**Work order**
To complete this task, print all the data below exactly but leave out the images.

Stored data
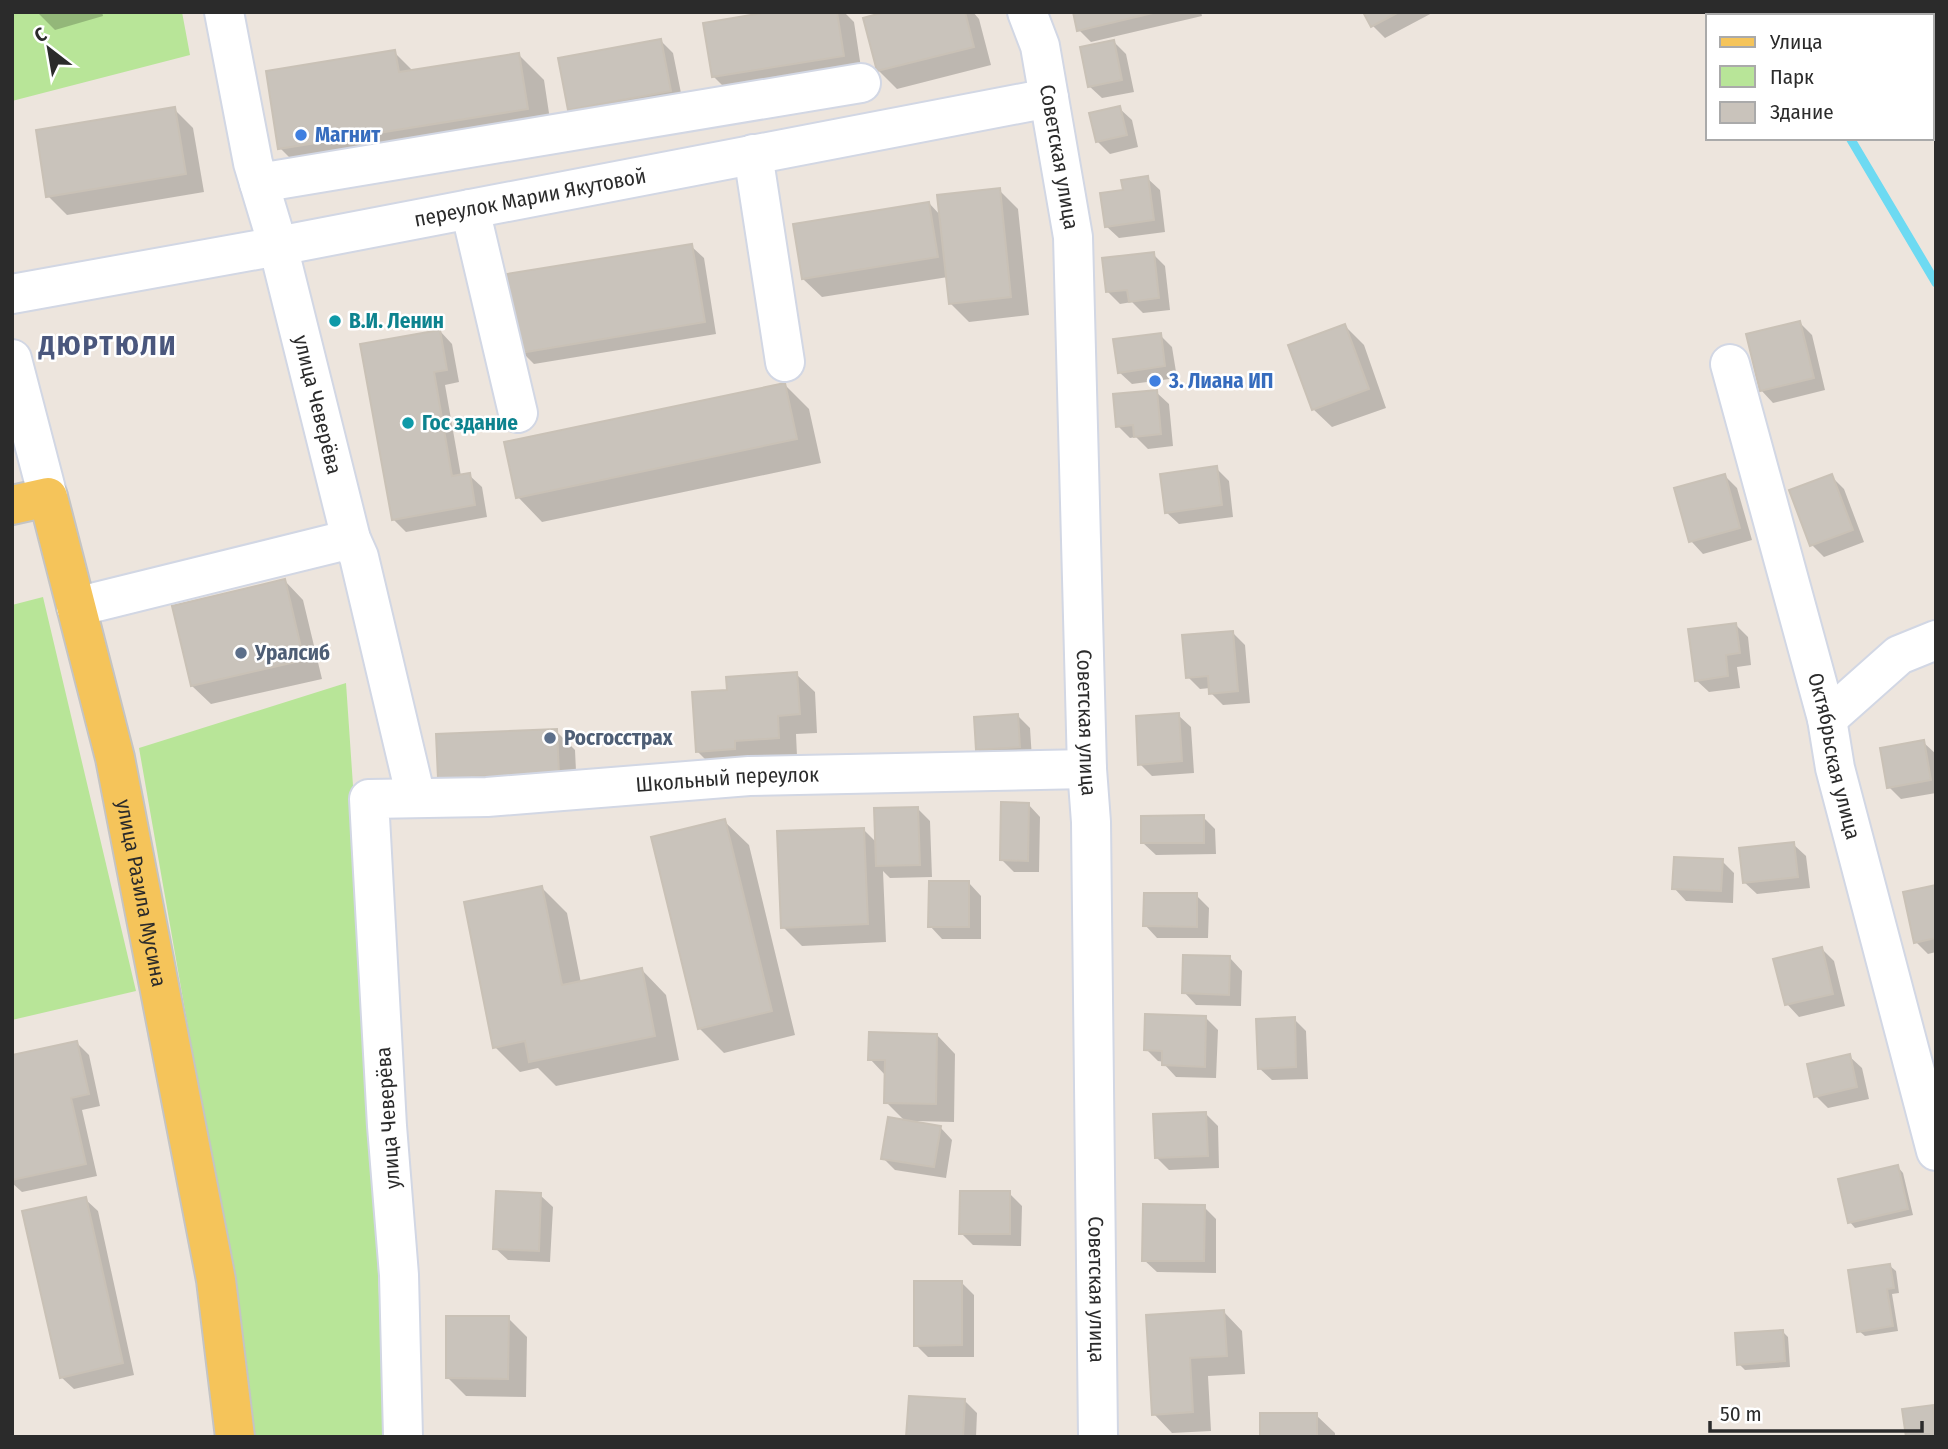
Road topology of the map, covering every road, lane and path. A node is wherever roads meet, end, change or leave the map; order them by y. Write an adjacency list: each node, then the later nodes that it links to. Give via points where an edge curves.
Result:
1 (224, 12): 10 (street, улица Чеверёва)
2 (1027, 12): 4 (street, Советская улица, via 1040,46)
3 (860, 83): 5 (street)
4 (1049, 98): 7 (street, переулок Марии Якутовой); 25 (street, Советская улица, via 1073,237)
5 (686, 112): 6 (street); 9 (street)
6 (546, 136): 8 (street); 11 (street)
7 (753, 155): 9 (street, переулок Марии Якутовой); 17 (street)
8 (413, 158): 10 (street); 13 (street)
9 (697, 166): 11 (street, переулок Марии Якутовой)
10 (259, 183): 14 (street, улица Чеверёва)
11 (559, 192): 12 (street, переулок Марии Якутовой)
12 (470, 209): 13 (street, переулок Марии Якутовой); 19 (street)
13 (428, 217): 14 (street, переулок Марии Якутовой)
14 (278, 246): 15 (street, переулок Марии Якутовой); 21 (street, улица Чеверёва)
15 (12, 294)
16 (12, 359): 20 (street, улица Разила Мусина)
17 (785, 362)
18 (1730, 364): 24 (street, Октябрьская улица)
19 (519, 413)
20 (30, 501): 22 (main road, улица Разила Мусина)
21 (351, 539): 22 (street); 26 (street, улица Чеверёва)
22 (76, 607): 29 (main road, улица Разила Мусина, via 115,758 216,1280)
23 (1936, 640): 24 (street, via 1899,655)
24 (1827, 719): 28 (street, Октябрьская улица, via 1835,768)
25 (1087, 769): 26 (street, Школьный переулок, via 749,776 486,797); 31 (street, Советская улица)
26 (416, 798): 27 (street, Школьный переулок)
27 (369, 799): 30 (street, улица Чеверёва, via 399,1275)
28 (1936, 1150)
29 (235, 1437)
30 (403, 1437)
31 (1098, 1437)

**Answer to the exercise**
Road topology of the map, covering every road, lane and path. A node is wherever roads meet, end, change or leave the map; order them by y. Write an adjacency list: each node, then the later nodes that it links to. Give via points where an edge curves.
Result:
1 (224, 12): 10 (street, улица Чеверёва)
2 (1027, 12): 4 (street, Советская улица, via 1040,46)
3 (860, 83): 5 (street)
4 (1049, 98): 7 (street, переулок Марии Якутовой); 25 (street, Советская улица, via 1073,237)
5 (686, 112): 6 (street); 9 (street)
6 (546, 136): 8 (street); 11 (street)
7 (753, 155): 9 (street, переулок Марии Якутовой); 17 (street)
8 (413, 158): 10 (street); 13 (street)
9 (697, 166): 11 (street, переулок Марии Якутовой)
10 (259, 183): 14 (street, улица Чеверёва)
11 (559, 192): 12 (street, переулок Марии Якутовой)
12 (470, 209): 13 (street, переулок Марии Якутовой); 19 (street)
13 (428, 217): 14 (street, переулок Марии Якутовой)
14 (278, 246): 15 (street, переулок Марии Якутовой); 21 (street, улица Чеверёва)
15 (12, 294)
16 (12, 359): 20 (street, улица Разила Мусина)
17 (785, 362)
18 (1730, 364): 24 (street, Октябрьская улица)
19 (519, 413)
20 (30, 501): 22 (main road, улица Разила Мусина)
21 (351, 539): 22 (street); 26 (street, улица Чеверёва)
22 (76, 607): 29 (main road, улица Разила Мусина, via 115,758 216,1280)
23 (1936, 640): 24 (street, via 1899,655)
24 (1827, 719): 28 (street, Октябрьская улица, via 1835,768)
25 (1087, 769): 26 (street, Школьный переулок, via 749,776 486,797); 31 (street, Советская улица)
26 (416, 798): 27 (street, Школьный переулок)
27 (369, 799): 30 (street, улица Чеверёва, via 399,1275)
28 (1936, 1150)
29 (235, 1437)
30 (403, 1437)
31 (1098, 1437)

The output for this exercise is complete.